Die Beklagte hat nicht unerheblich zum Schadensbild beigetragen, so dass sich die Haftung des Frachtführers nach Art. 17 Abs. 5 CMR verteilt. Aus der vom Erstgericht durchgeführten Beweisaufnahme ergibt sich nämlich ebenso wie aus Anlagen K 2/K 3, dass während des Transports die Kühlkette unterbrochen war. Dass dies zu einer wesentlichen Verstärkung des Verderbs führt, ergibt sich aus der mündlichen Anhörung der Sachverständigen (vgl. die Niederschrift über die mündliche Verhandlung vom 28.09.2005, Seite 3) und ist selbst für Laien ohne weiteres einleuchtend. Die Erwärmung des Transportguts kann auch nicht unwesentlich gewesen sein. Die Beklagte hätte sich sonst nicht nach durchgeführten Recherchen für den Schaden haftbar gehalten (vgl. Anlagen K 2/ K 3).

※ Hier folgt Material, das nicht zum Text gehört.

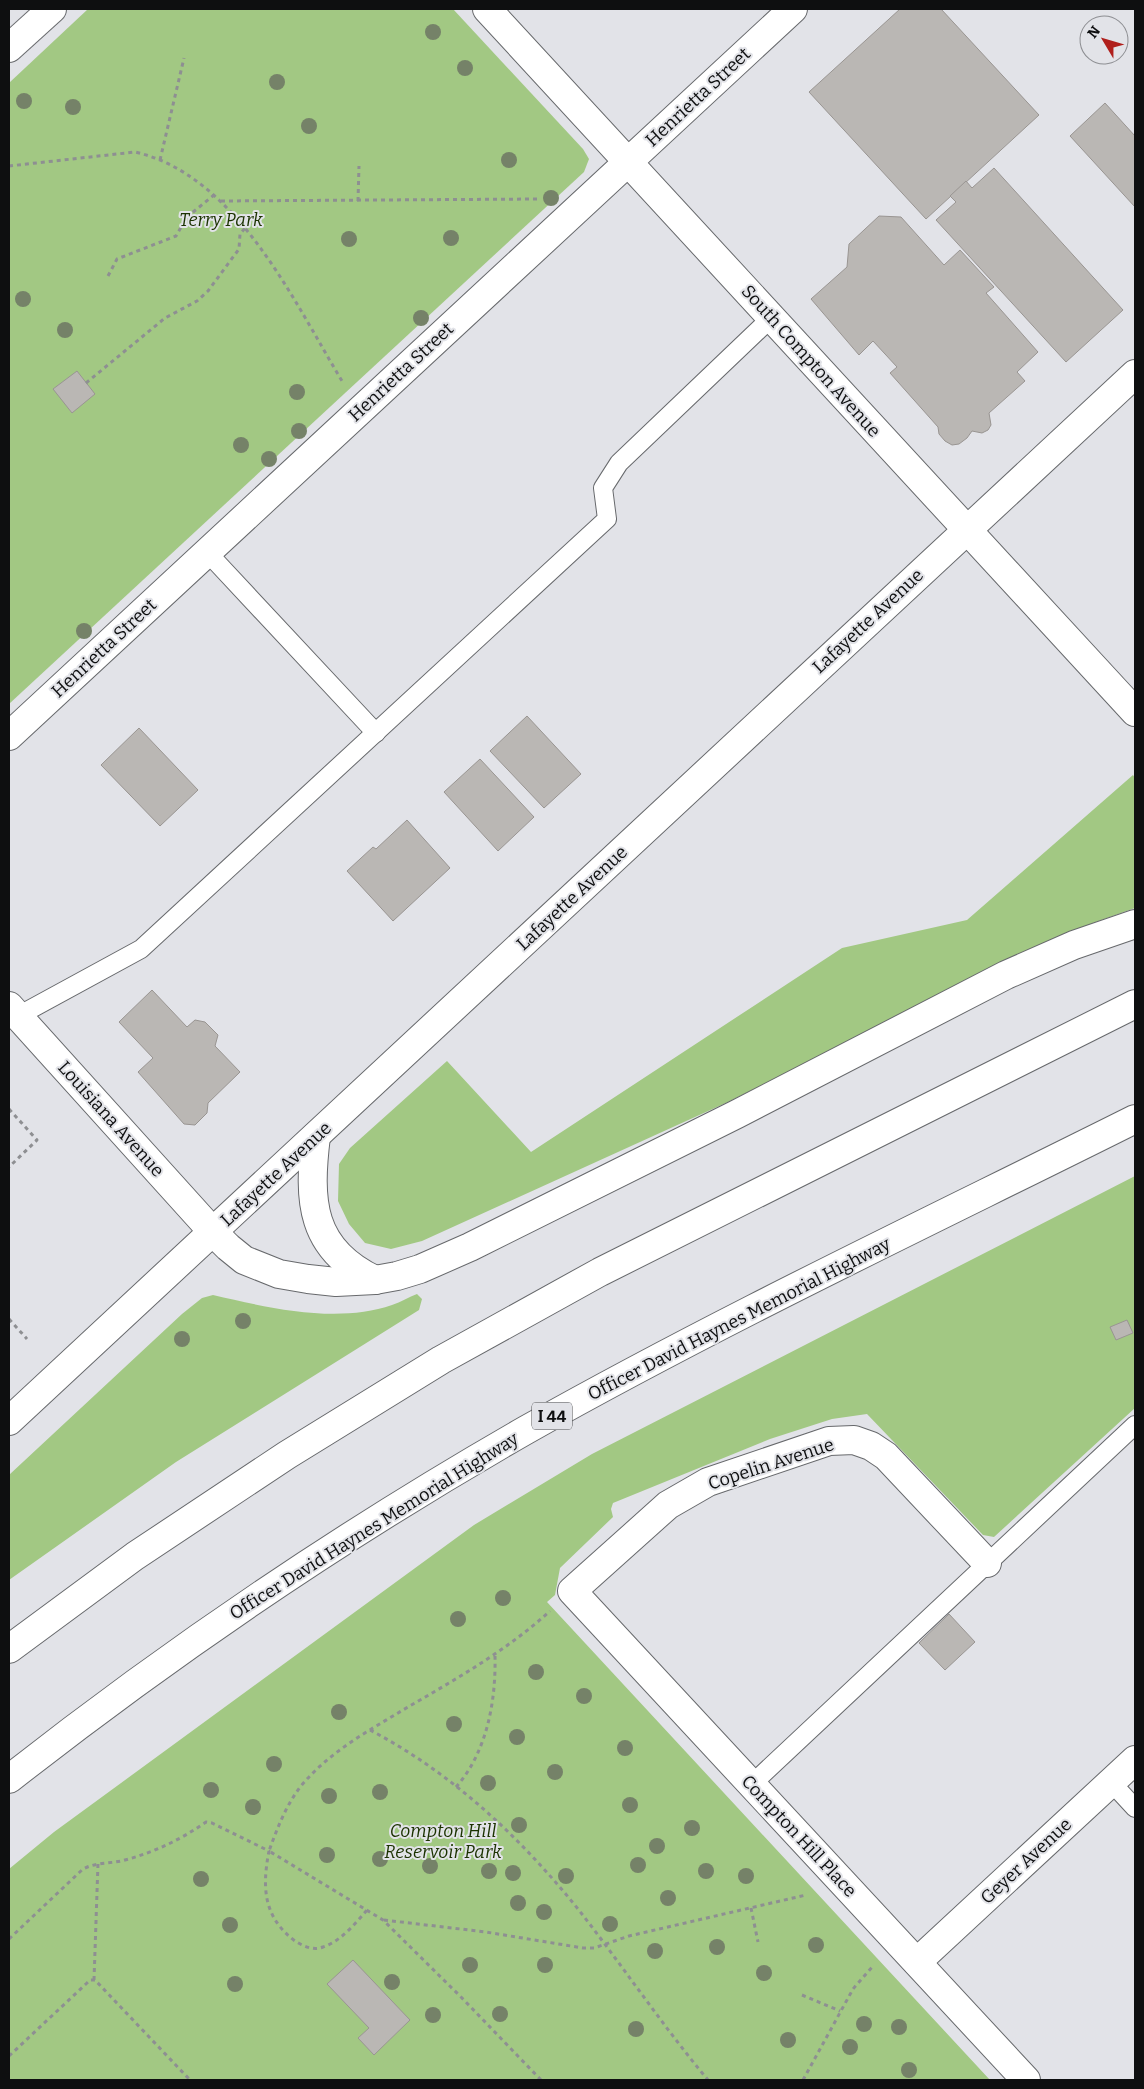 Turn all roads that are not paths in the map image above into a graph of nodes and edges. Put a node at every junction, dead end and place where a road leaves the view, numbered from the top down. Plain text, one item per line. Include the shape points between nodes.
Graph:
1 (52, 9) edge
2 (487, 9) edge
3 (793, 9) edge
4 (9, 48) edge
5 (629, 161) junction
6 (771, 318) junction
7 (1135, 374) edge
8 (966, 531) junction
9 (207, 552) junction
10 (1135, 712) edge
11 (376, 733) junction
12 (9, 736) edge
13 (1135, 924) edge
14 (1135, 1004) edge
15 (13, 1011) edge
16 (1135, 1119) edge
17 (316, 1136) junction
18 (213, 1232) junction
19 (375, 1280) junction
20 (9, 1421) edge
21 (1135, 1425) edge
22 (987, 1564) junction
23 (572, 1591) joint
24 (9, 1648) edge
25 (1135, 1760) edge
26 (9, 1779) edge
27 (1111, 1782) junction
28 (751, 1785) junction
29 (1135, 1808) edge
30 (917, 1962) junction
31 (1026, 2080) edge

1 - 4 main road
2 - 5 main road, South Compton Avenue
3 - 5 main road, Henrietta Street
5 - 6 main road, South Compton Avenue
5 - 9 main road, Henrietta Street
6 - 8 main road, South Compton Avenue
6 - 11 lane via 620,462 603,488 607,519
7 - 8 main road, Lafayette Avenue
8 - 10 main road, South Compton Avenue
8 - 17 main road, Lafayette Avenue
9 - 11 lane
9 - 12 main road, Henrietta Street
11 - 15 lane via 141,949
13 - 19 main road, Louisiana Avenue via 1006,975 780,1093 470,1247 397,1276
14 - 24 main road via 600,1272 440,1360 287,1455 135,1556
15 - 18 main road, Louisiana Avenue
16 - 26 main road, Officer David Haynes Memorial Highway / I 44 via 704,1334 525,1431 368,1526 213,1627 65,1734
17 - 18 main road, Lafayette Avenue
17 - 19 main road via 312,1187 319,1228 332,1248 347,1262
18 - 19 main road, Louisiana Avenue via 244,1260 279,1274 336,1282
18 - 20 main road, Lafayette Avenue
21 - 22 lane
22 - 23 main road, Copelin Avenue via 886,1456 854,1440 830,1441 708,1482 668,1505
22 - 28 lane
23 - 28 main road, Compton Hill Place
25 - 27 main road, Geyer Avenue
27 - 29 lane
27 - 30 main road, Geyer Avenue
28 - 30 main road, Compton Hill Place
30 - 31 main road, Compton Hill Place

Die Durchführung des Transports mittels eines nicht funktionsfähigen Kühlfahrzeugs bei Außentemperaturen von ca. 30 ° C ist als ein dem Vorsatz gleichstehendes Verschulden im Sinne des Art. 29 Abs. 1 CMR zu werten. Diese Bestimmung schließt aber die Anwendung von Art 17 Abs. 5 CMR nicht aus (vgl. Thume, CMR Art. 29 Rn. 43 f. mit weiteren Nachweisen).

Die hiernach vorzunehmende Haftungsverteilung führt zu einer hälftigen Zuordnung. Eine exakte naturwissenschaftliche Bemessung der Ursachenbeiträge ist wegen Fehlens exakter Anknüpfungstatsachen (insbes. Fehlens der Temperaturhistorie des Transports und fehlender repräsentativer Chargenmuster) nicht möglich. Die Erholung eines weiteren Sachverständigengutachtens war deshalb nicht veranlasst. Der Senat ist aber nach ständiger Rechtsprechung des Bundesgerichtshofs gehalten, die Verursachungsbeiträge zu schätzen. Dabei ist zu berücksichtigen die von der Sachverständigen festgestellte Keimbelastung, die Transportdauer und die Temperaturbelastung während dieser Zeit. Die tatrichterliche Wertung dieser Umstände führt zu einer hälftigen Schadenszurechnung.

Der ersatzfähige Schaden (§ 249 BGB) beläuft sich auf € 25.295,56. Nicht erstattungsfähig sind die Laboranalysekosten (Rechnung L., Anlage K 7), die - wie der Klägervertreter in der mündlichen Verhandlung selbst eingeräumt hat -, dem hier streitgegenständlichen Transportgut bereits zeitlich nicht zuzuordnen sind.

Die Revision gegen dieses Urteil ist nicht zuzulassen, weil es auf tatrichterlicher Würdigung beruht und von obergerichtlicher Rechtsprechung nicht abweicht.